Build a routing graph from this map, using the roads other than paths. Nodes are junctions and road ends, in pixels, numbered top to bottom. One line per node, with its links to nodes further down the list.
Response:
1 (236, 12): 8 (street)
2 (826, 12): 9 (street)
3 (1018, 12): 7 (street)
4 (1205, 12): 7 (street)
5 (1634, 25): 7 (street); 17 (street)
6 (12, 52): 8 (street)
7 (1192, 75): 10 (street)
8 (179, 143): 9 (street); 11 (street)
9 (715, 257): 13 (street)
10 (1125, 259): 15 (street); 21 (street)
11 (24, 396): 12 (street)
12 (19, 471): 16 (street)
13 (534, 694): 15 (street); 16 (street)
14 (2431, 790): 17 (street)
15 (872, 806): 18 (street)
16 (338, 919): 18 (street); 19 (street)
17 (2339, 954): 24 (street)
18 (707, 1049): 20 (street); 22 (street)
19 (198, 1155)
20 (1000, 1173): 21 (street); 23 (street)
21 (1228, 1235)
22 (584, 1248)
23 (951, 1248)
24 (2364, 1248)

● What you will do
Each line of the records should be transcribed without change.

● Answer section
Build a routing graph from this map, using the roads other than paths. Nodes are junctions and road ends, in pixels, numbered top to bottom. One line per node, with its links to nodes further down the list.
Response:
1 (236, 12): 8 (street)
2 (826, 12): 9 (street)
3 (1018, 12): 7 (street)
4 (1205, 12): 7 (street)
5 (1634, 25): 7 (street); 17 (street)
6 (12, 52): 8 (street)
7 (1192, 75): 10 (street)
8 (179, 143): 9 (street); 11 (street)
9 (715, 257): 13 (street)
10 (1125, 259): 15 (street); 21 (street)
11 (24, 396): 12 (street)
12 (19, 471): 16 (street)
13 (534, 694): 15 (street); 16 (street)
14 (2431, 790): 17 (street)
15 (872, 806): 18 (street)
16 (338, 919): 18 (street); 19 (street)
17 (2339, 954): 24 (street)
18 (707, 1049): 20 (street); 22 (street)
19 (198, 1155)
20 (1000, 1173): 21 (street); 23 (street)
21 (1228, 1235)
22 (584, 1248)
23 (951, 1248)
24 (2364, 1248)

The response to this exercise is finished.